Eranthis hyemalis, the winter aconite, is a species of flowering plant in the buttercup family Ranunculaceae, native to calcareous woodland habitats in France, Italy and the Balkans, and widely naturalized elsewhere in Europe.

==Description==
It is a tuberous-rooted herbaceous perennial growing to 15 cm, with large (2–3 cm), yellow, cup-shaped flowers held above a collar of three leaf-like bracts, appearing in late winter and early spring. The six sepals are bright yellow and petaloid, and the petals are of tubular nectaries. There are numerous stamens and usually six unfused carpels. The fruit are follicles each containing several seeds.

As a spring ephemeral plant, its life cycle exploits the deciduous woodland canopy, flowering at the time of maximum sunlight reaching the forest floor, then completely dying back to its underground tuber after flowering.

==Names==
The Latin specific epithet hyemalis means "winter-flowering", while the name of the genus is a compound of the Greek elements Er 'Spring' and anthos 'flower' - so named for its early flowering.

==Cultivation==
The plant is valued in cultivation as one of the earliest flowers to appear.

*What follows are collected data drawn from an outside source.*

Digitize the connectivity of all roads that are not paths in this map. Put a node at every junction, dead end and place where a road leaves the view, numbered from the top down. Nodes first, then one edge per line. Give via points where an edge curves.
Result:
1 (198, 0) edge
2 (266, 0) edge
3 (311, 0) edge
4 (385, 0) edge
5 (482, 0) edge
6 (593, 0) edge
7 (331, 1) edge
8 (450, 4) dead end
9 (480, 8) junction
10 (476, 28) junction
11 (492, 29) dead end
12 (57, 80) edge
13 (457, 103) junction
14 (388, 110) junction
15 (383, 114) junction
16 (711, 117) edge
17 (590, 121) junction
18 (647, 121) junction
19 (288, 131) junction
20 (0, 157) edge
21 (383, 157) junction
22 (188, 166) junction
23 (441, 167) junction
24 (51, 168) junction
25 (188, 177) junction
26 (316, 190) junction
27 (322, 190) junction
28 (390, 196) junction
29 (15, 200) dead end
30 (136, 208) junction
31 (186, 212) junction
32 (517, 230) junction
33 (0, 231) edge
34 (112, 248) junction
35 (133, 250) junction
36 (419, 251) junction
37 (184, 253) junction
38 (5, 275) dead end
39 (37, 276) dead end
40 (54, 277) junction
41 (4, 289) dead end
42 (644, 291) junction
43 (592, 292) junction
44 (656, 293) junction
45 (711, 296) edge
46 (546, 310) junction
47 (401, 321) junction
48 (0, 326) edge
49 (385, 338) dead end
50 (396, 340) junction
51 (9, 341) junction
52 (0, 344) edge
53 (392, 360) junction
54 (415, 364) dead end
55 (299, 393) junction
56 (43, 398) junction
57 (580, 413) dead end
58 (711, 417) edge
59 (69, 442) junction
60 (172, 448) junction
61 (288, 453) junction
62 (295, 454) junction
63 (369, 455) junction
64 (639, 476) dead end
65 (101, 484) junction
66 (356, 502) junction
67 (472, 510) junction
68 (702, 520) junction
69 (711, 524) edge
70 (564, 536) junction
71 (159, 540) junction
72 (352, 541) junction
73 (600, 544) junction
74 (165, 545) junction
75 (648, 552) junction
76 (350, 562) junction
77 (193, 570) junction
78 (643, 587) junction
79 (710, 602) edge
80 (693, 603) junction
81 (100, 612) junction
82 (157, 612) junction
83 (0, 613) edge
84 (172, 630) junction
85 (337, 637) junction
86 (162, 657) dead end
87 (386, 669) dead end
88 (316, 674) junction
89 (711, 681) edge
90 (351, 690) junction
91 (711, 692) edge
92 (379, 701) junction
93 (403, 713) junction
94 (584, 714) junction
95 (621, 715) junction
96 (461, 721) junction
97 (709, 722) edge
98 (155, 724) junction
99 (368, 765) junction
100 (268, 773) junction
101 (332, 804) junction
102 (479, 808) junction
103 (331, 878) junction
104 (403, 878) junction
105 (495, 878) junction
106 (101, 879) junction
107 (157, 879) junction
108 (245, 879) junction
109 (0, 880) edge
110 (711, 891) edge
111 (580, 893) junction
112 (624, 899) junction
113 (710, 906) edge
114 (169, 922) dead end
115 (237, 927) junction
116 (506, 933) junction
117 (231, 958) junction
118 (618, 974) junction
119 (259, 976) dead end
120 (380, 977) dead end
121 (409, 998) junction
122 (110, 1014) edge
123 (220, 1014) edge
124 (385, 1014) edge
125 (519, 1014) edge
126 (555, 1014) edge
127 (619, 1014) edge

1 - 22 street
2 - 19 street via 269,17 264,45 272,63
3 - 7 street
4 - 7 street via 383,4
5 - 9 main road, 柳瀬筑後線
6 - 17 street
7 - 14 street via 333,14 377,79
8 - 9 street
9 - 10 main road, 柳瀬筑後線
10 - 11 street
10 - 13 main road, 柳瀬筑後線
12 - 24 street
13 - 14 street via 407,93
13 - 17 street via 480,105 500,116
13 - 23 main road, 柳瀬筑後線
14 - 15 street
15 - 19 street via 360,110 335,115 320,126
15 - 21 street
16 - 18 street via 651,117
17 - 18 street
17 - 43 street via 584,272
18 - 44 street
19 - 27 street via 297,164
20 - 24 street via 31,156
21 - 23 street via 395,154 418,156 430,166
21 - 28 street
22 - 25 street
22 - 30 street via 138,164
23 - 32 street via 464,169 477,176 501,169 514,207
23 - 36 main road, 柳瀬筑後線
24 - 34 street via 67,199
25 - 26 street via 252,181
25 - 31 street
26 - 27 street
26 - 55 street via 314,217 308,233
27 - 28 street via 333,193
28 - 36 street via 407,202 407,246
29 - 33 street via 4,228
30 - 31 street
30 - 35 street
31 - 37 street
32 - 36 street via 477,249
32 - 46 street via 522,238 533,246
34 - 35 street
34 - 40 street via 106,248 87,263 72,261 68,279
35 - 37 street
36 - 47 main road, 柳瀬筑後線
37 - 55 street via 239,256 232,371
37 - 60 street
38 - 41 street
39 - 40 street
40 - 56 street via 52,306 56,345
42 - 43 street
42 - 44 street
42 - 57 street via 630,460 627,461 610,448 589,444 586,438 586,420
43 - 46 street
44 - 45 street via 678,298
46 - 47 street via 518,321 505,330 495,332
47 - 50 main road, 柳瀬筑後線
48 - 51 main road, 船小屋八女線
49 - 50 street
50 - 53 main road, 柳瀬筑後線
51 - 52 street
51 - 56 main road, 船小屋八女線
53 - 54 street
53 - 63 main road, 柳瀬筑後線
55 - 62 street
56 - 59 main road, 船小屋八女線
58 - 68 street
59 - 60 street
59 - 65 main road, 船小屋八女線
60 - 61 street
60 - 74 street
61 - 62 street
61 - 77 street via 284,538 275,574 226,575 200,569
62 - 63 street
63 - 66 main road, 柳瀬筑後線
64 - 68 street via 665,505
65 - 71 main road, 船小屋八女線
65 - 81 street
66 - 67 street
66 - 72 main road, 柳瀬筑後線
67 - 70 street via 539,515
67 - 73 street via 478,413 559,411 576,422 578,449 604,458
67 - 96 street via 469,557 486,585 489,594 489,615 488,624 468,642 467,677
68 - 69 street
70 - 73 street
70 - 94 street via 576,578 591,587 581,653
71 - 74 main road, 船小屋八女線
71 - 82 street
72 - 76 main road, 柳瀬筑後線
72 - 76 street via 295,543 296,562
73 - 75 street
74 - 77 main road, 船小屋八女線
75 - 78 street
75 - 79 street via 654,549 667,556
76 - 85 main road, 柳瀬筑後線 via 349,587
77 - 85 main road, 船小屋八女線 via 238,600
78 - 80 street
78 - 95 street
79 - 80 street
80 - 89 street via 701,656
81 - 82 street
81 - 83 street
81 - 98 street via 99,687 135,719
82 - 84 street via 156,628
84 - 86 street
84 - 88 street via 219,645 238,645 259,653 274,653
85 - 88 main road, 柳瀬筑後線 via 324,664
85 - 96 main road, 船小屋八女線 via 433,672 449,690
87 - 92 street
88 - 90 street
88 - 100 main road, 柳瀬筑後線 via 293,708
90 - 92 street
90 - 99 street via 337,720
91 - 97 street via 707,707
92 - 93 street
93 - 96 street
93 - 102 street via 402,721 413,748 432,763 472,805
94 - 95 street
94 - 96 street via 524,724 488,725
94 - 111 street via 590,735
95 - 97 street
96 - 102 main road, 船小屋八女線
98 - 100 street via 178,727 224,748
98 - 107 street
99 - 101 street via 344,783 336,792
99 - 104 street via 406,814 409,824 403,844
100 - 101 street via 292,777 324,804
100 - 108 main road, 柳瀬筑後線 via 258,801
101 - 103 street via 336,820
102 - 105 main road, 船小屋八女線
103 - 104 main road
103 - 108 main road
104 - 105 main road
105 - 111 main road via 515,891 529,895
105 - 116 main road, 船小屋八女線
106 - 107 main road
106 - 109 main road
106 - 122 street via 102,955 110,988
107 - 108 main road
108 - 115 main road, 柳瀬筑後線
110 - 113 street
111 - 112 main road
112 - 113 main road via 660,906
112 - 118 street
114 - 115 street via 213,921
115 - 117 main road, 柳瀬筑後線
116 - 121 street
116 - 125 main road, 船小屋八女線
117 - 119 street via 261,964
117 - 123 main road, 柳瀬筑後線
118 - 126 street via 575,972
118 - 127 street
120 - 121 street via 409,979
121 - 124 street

E. hyemalis and the sterile hybrid cultivar 'Guinea Gold' have gained the Royal Horticultural Society's Award of Garden Merit.

==Toxicity==
All parts of the plant are poisonous when consumed by humans and other mammals, because it contains cardiac glycosides similar to those present in Adonis vernalis. Glycosides of this type stimulate the heart when administered in small doses, but in very large doses may cause serious, often irreparable heart damage. Poisoning symptoms include colicky abdominal pains, nausea, vomiting, diarrhoea, disturbed vision, dyspnea, bradycardia, and, in severe cases, cardiac arrest. Specific cardiac glycosides present in E. hyemalis include Eranthin A and B, belonging to the bufadienolide group, also found in (and named for) the toad venom bufotoxin.